We chatted to financial advisor and The Wealth Coach, Aron Samuels, to get some insights based on what he’s seen work with his clients. In this blog post, we talk about setting SMART goals, healthy habits to put in place to stick to them, and what to avoid when making big plans.

What are financial goals? A financial goal is any goal that involves managing your money and telling it where to go.

Why setting financial goals helps you

The main reason why setting financial goals is important is that it will help you prioritise your spending and saving. When you have clear financial goals, you’re more likely to make conscious spending decisions that align with those goals. For example, if your goal is to save for a deposit for a house, then you may think twice about taking a vacation and instead put that money towards your savings. Setting and sticking to your budget gets a whole lot easier when you know what your priorities are.

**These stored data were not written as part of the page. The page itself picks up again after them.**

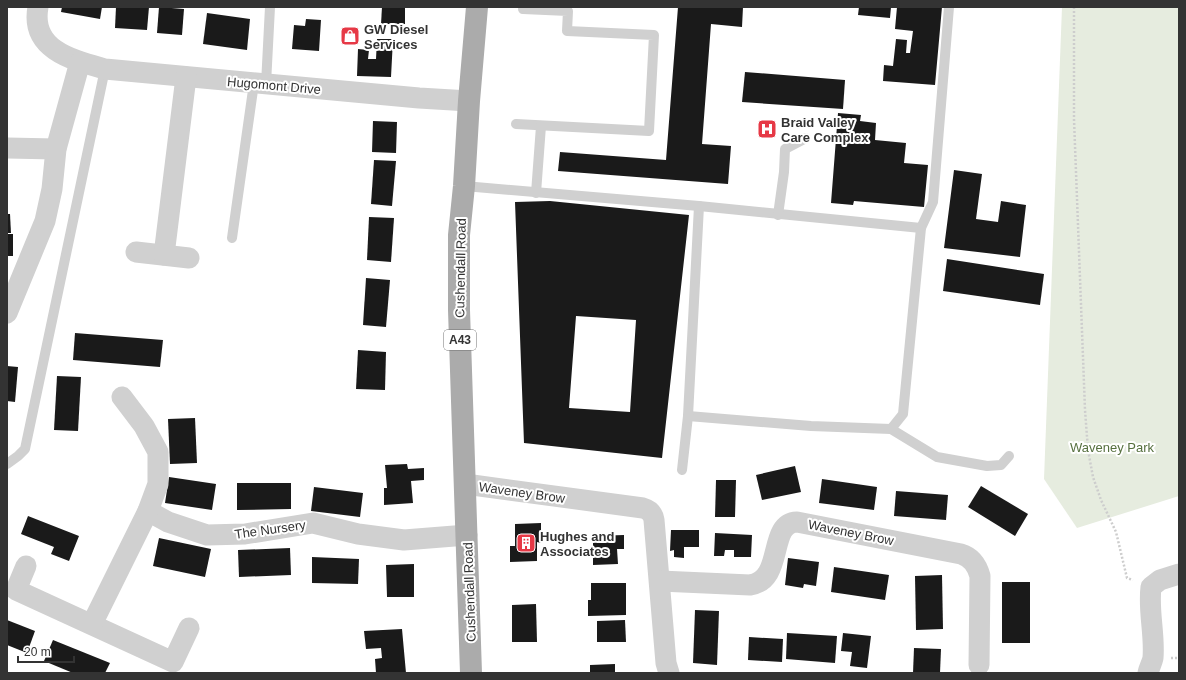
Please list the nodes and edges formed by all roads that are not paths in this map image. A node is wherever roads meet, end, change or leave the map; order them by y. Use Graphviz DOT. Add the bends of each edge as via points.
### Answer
graph roads {
  1 [pos="38,7"];
  2 [pos="270,7"];
  3 [pos="477,7"];
  4 [pos="949,7"];
  5 [pos="522,9"];
  6 [pos="545,9"];
  7 [pos="80,62"];
  8 [pos="105,69"];
  9 [pos="186,77"];
  10 [pos="260,83"];
  11 [pos="469,101"];
  12 [pos="516,124"];
  13 [pos="541,126"];
  14 [pos="806,138"];
  15 [pos="7,148"];
  16 [pos="56,149"];
  17 [pos="464,186"];
  18 [pos="536,192"];
  19 [pos="699,206"];
  20 [pos="778,214"];
  21 [pos="921,228"];
  22 [pos="232,238"];
  23 [pos="136,252"];
  24 [pos="164,255"];
  25 [pos="189,258"];
  26 [pos="7,313"];
  27 [pos="122,397"];
  28 [pos="688,416"];
  29 [pos="891,429"];
  30 [pos="1009,456"];
  31 [pos="7,464"];
  32 [pos="682,470"];
  33 [pos="466,484"];
  34 [pos="148,511"];
  35 [pos="467,535"];
  36 [pos="26,566"];
  37 [pos="1179,574"];
  38 [pos="660,581"];
  39 [pos="92,624"];
  40 [pos="189,628"];
  41 [pos="979,665"];
  42 [pos="471,673"];
  43 [pos="670,673"];
  44 [pos="1148,673"];
  1 -- 7 [label="street, Hugomont Drive" via="37,26 44,41 52,49"];
  2 -- 10 [label="lane"];
  3 -- 11 [label="main road, Cushendall Road / A43"];
  4 -- 21 [label="lane" via="933,202"];
  5 -- 6 [label="lane"];
  6 -- 13 [label="lane" via="568,11 567,31 654,35 649,131"];
  7 -- 8 [label="street, Hugomont Drive"];
  7 -- 16 [label="street"];
  8 -- 9 [label="street, Hugomont Drive"];
  8 -- 31 [label="lane" via="25,449"];
  9 -- 10 [label="street, Hugomont Drive"];
  9 -- 24 [label="street"];
  10 -- 11 [label="street, Hugomont Drive"];
  10 -- 22 [label="lane"];
  11 -- 17 [label="main road, Cushendall Road / A43"];
  12 -- 13 [label="lane"];
  13 -- 18 [label="lane"];
  14 -- 20 [label="lane" via="785,149"];
  15 -- 16 [label="street"];
  16 -- 26 [label="street" via="52,189 45,220"];
  17 -- 18 [label="lane"];
  17 -- 33 [label="main road, Cushendall Road / A43" via="459,235 459,302"];
  18 -- 19 [label="lane"];
  19 -- 20 [label="lane"];
  19 -- 28 [label="lane"];
  20 -- 21 [label="lane"];
  21 -- 29 [label="lane" via="903,414"];
  23 -- 24 [label="street"];
  24 -- 25 [label="street"];
  27 -- 34 [label="street" via="144,426 158,452 158,484"];
  28 -- 29 [label="lane" via="811,426"];
  28 -- 32 [label="lane"];
  29 -- 30 [label="lane" via="937,457 987,466 1001,465"];
  33 -- 35 [label="main road, Cushendall Road / A43"];
  33 -- 38 [label="street, Waveney Brow" via="646,509 652,513 654,520"];
  34 -- 35 [label="street, The Nursery" via="168,522 207,535 245,534 313,523 358,534 404,540"];
  34 -- 39 [label="street"];
  35 -- 42 [label="main road, Cushendall Road / A43"];
  36 -- 39 [label="street" via="16,590"];
  37 -- 44 [label="street" via="1160,580 1151,588 1153,659"];
  38 -- 41 [label="street, Waveney Brow" via="750,585 758,583 768,573 782,532 792,522 960,554 974,562 980,576"];
  38 -- 43 [label="street, Waveney Brow" via="666,663"];
  39 -- 40 [label="street" via="173,662"];
}
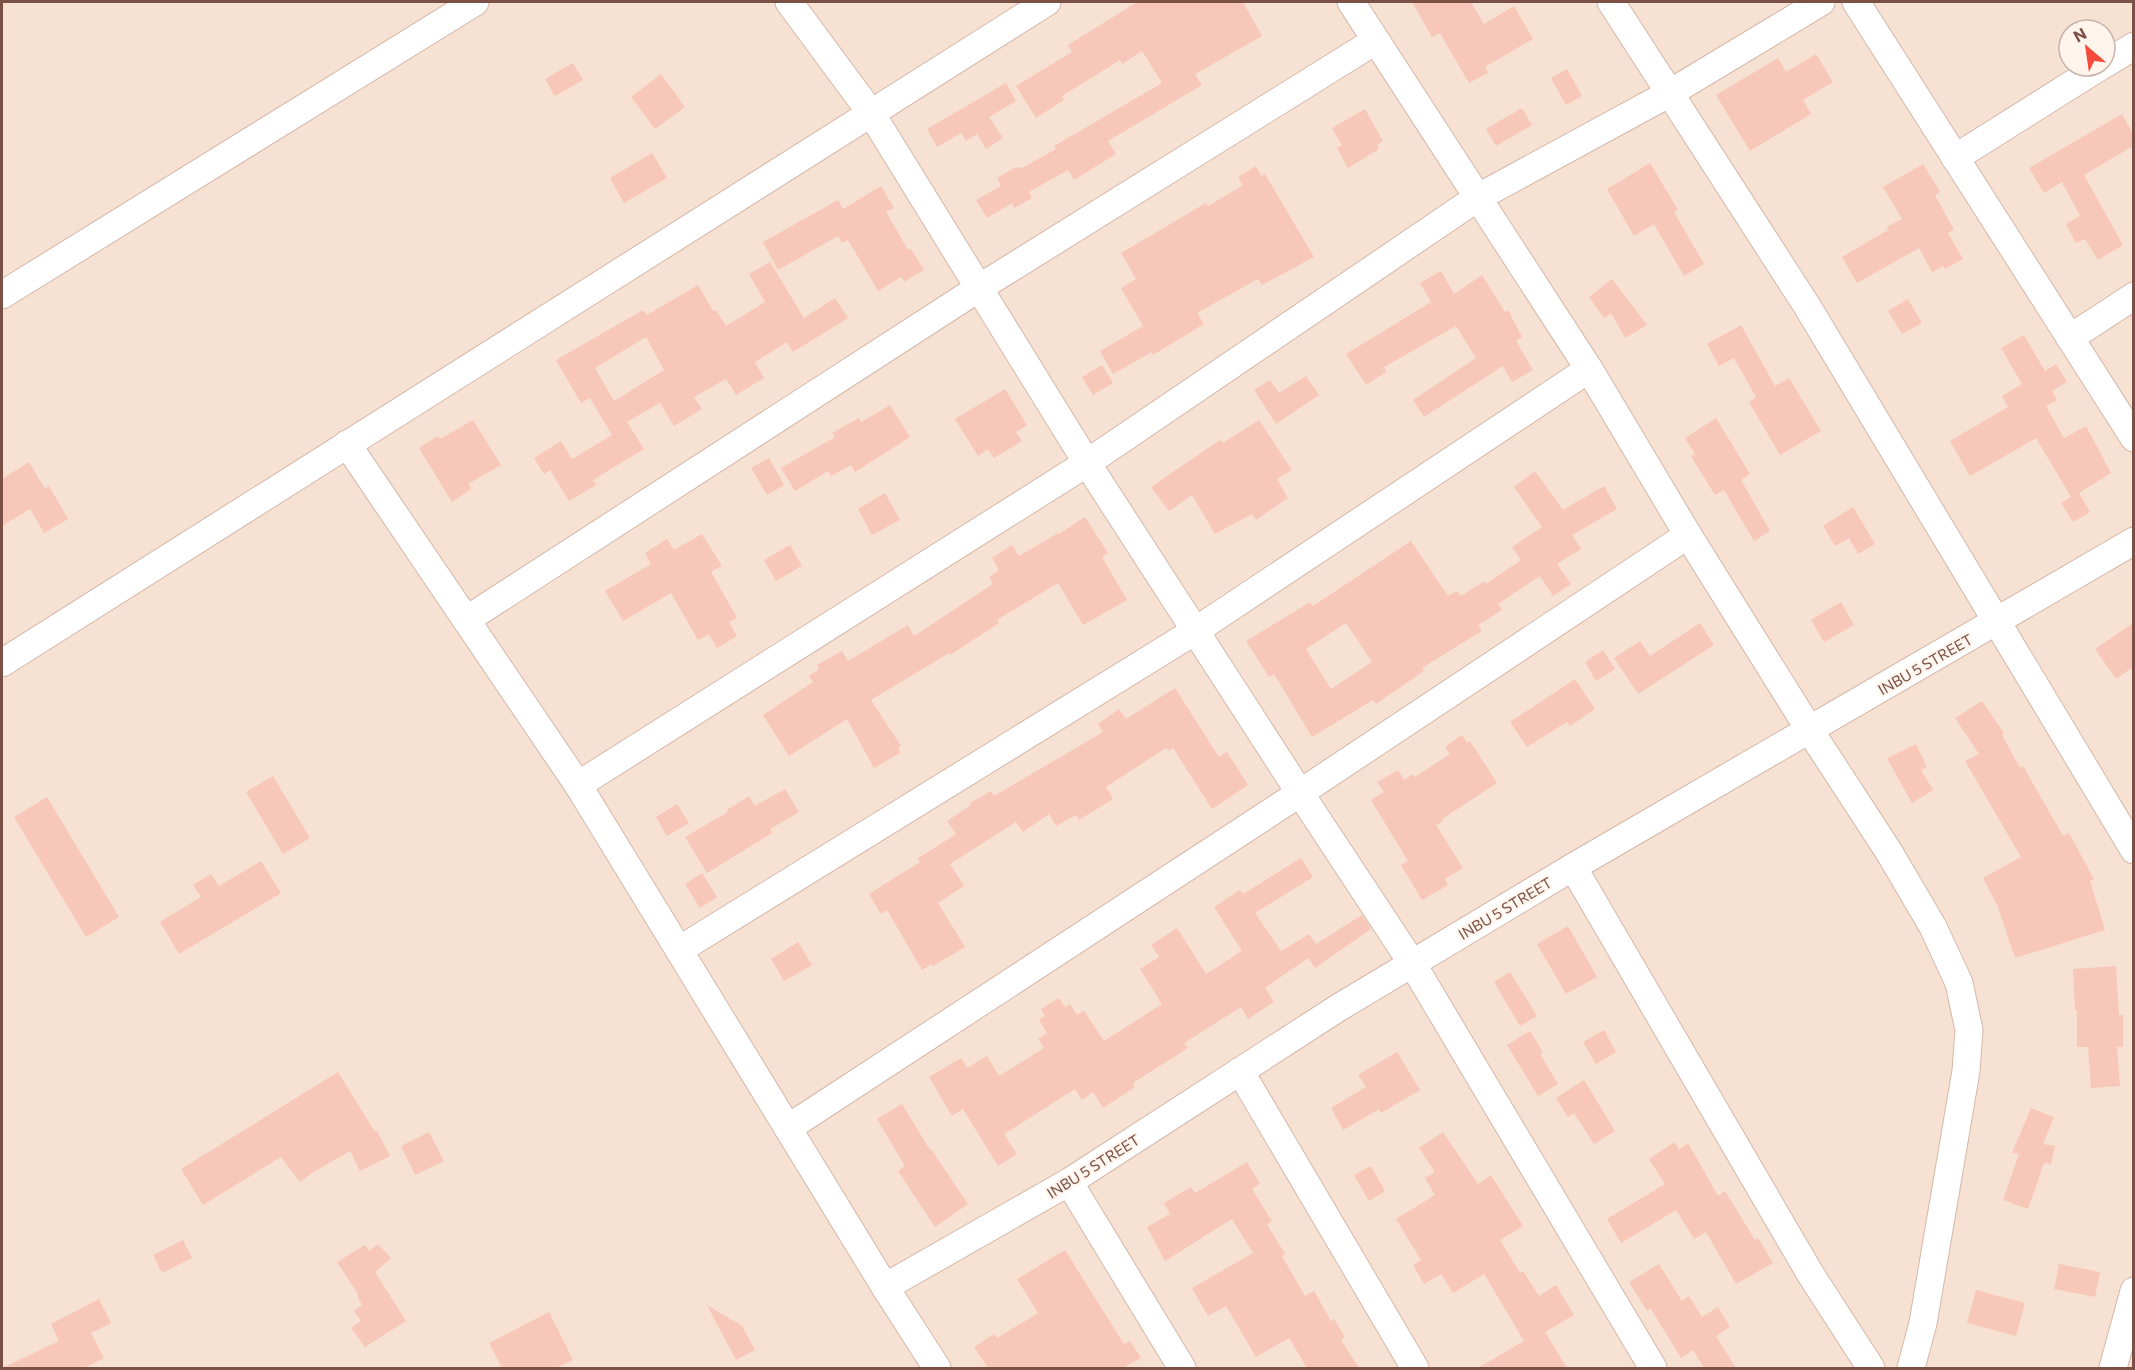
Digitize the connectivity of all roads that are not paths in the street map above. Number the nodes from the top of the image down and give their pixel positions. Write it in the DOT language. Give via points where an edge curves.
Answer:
graph roads {
  1 [pos="475,2"];
  2 [pos="789,2"];
  3 [pos="1047,2"];
  4 [pos="1352,2"];
  5 [pos="1611,2"];
  6 [pos="1821,2"];
  7 [pos="1856,2"];
  8 [pos="1375,41"];
  9 [pos="2133,46"];
  10 [pos="2117,56"];
  11 [pos="2082,78"];
  12 [pos="1670,93"];
  13 [pos="871,113"];
  14 [pos="1955,158"];
  15 [pos="1477,198"];
  16 [pos="979,288"];
  17 [pos="2,295"];
  18 [pos="2133,296"];
  19 [pos="2070,338"];
  20 [pos="1589,369"];
  21 [pos="2133,438"];
  22 [pos="347,444"];
  23 [pos="1087,463"];
  24 [pos="1688,535"];
  25 [pos="2133,542"];
  26 [pos="466,620"];
  27 [pos="1996,622"];
  28 [pos="1195,631"];
  29 [pos="2,663"];
  30 [pos="1809,729"];
  31 [pos="578,785"];
  32 [pos="1300,793"];
  33 [pos="2133,849"];
  34 [pos="1573,867"];
  35 [pos="679,950"];
  36 [pos="1412,963"];
  37 [pos="1240,1071"];
  38 [pos="788,1128"];
  39 [pos="1069,1182"];
  40 [pos="885,1287"];
  41 [pos="2133,1291"];
  42 [pos="937,1368"];
  43 [pos="1182,1368"];
  44 [pos="1415,1368"];
  45 [pos="1653,1368"];
  46 [pos="1871,1368"];
  47 [pos="1911,1368"];
  48 [pos="2113,1368"];
  1 -- 17 [label="street"];
  2 -- 13 [label="street"];
  3 -- 13 [label="street"];
  4 -- 8 [label="street"];
  5 -- 12 [label="street"];
  6 -- 12 [label="street"];
  7 -- 14 [label="street"];
  8 -- 15 [label="street"];
  8 -- 16 [label="street"];
  9 -- 10 [label="street"];
  11 -- 14 [label="street"];
  12 -- 15 [label="street"];
  12 -- 27 [label="street" via="1807,306"];
  13 -- 16 [label="street"];
  13 -- 22 [label="street"];
  14 -- 19 [label="street"];
  15 -- 20 [label="street"];
  15 -- 23 [label="street"];
  16 -- 23 [label="street"];
  16 -- 26 [label="street"];
  18 -- 19 [label="street"];
  19 -- 21 [label="street"];
  20 -- 24 [label="street"];
  20 -- 28 [label="street"];
  22 -- 26 [label="street"];
  22 -- 29 [label="street"];
  23 -- 28 [label="street"];
  23 -- 31 [label="street"];
  24 -- 30 [label="street"];
  24 -- 32 [label="street"];
  25 -- 27 [label="street, INBU 5 STREET"];
  26 -- 31 [label="street"];
  27 -- 30 [label="street, INBU 5 STREET"];
  27 -- 33 [label="street"];
  28 -- 32 [label="street"];
  28 -- 35 [label="street"];
  30 -- 34 [label="street, INBU 5 STREET"];
  30 -- 47 [label="street" via="1933,927 1959,983 1969,1030 1966,1071 1925,1312"];
  31 -- 35 [label="street"];
  32 -- 36 [label="street"];
  32 -- 38 [label="street"];
  34 -- 36 [label="street, INBU 5 STREET"];
  34 -- 46 [label="street" via="1811,1275"];
  35 -- 38 [label="street"];
  36 -- 37 [label="street, INBU 5 STREET"];
  36 -- 45 [label="street"];
  37 -- 39 [label="street, INBU 5 STREET"];
  37 -- 44 [label="street"];
  38 -- 40 [label="street"];
  39 -- 40 [label="street, INBU 5 STREET"];
  39 -- 43 [label="street"];
  40 -- 42 [label="street"];
  41 -- 48 [label="street"];
}
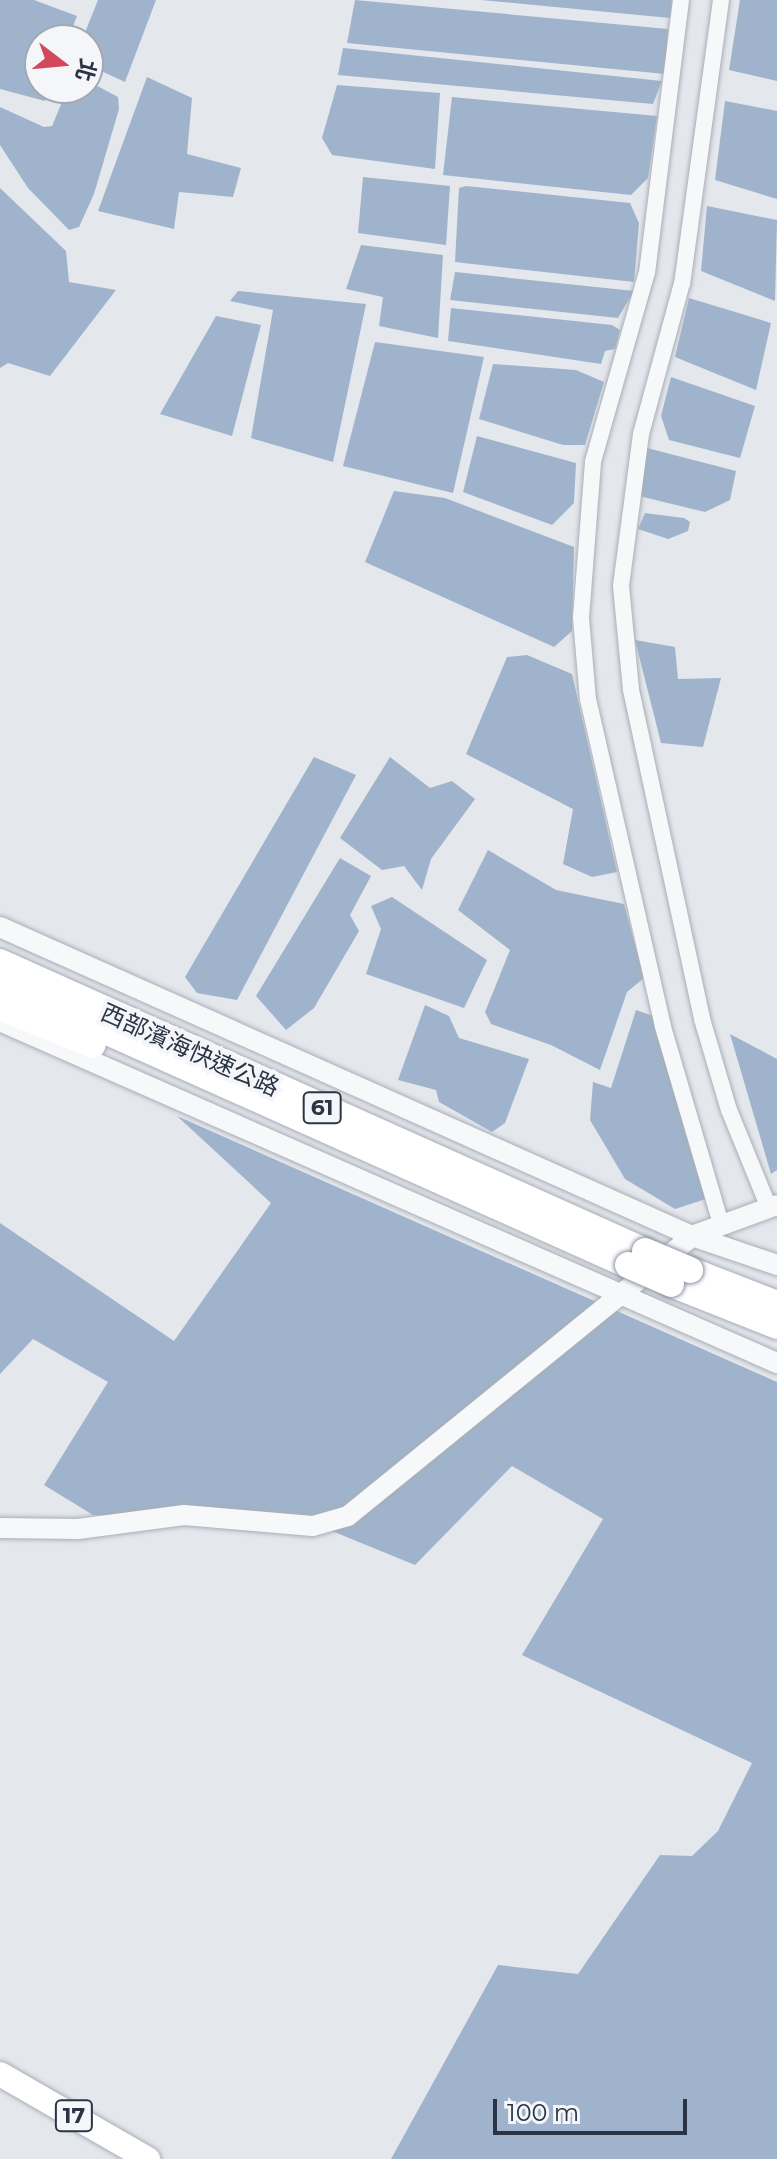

Setting financial goals will also help reduce your stress and anxiety around money. If you have a clear plan for your finances, you’ll be less likely to worry about whether or not you will be able to pay rent or have enough to retire. The answer will be made very clear in your planning.

If your priorities aren’t in check or you have financial stress, then these goals will also serve as motivation to help you take action. That’s because having a clear goal in mind makes you more likely to take the necessary steps to achieve it. For example, if your goal is to pay off credit card debt, then you may choose to increase your income by getting a part-time job or starting a side hustle.

Your financial goal is your destination. You can think of a financial goal as the destination for the savings and investment journey you take your money on. By knowing where you’re going – how far it is and how easy or difficult the journey is going to be – you know how to prepare and what vehicle to hop into to get you there.

What’s the difference between long-term and short-term financial goals?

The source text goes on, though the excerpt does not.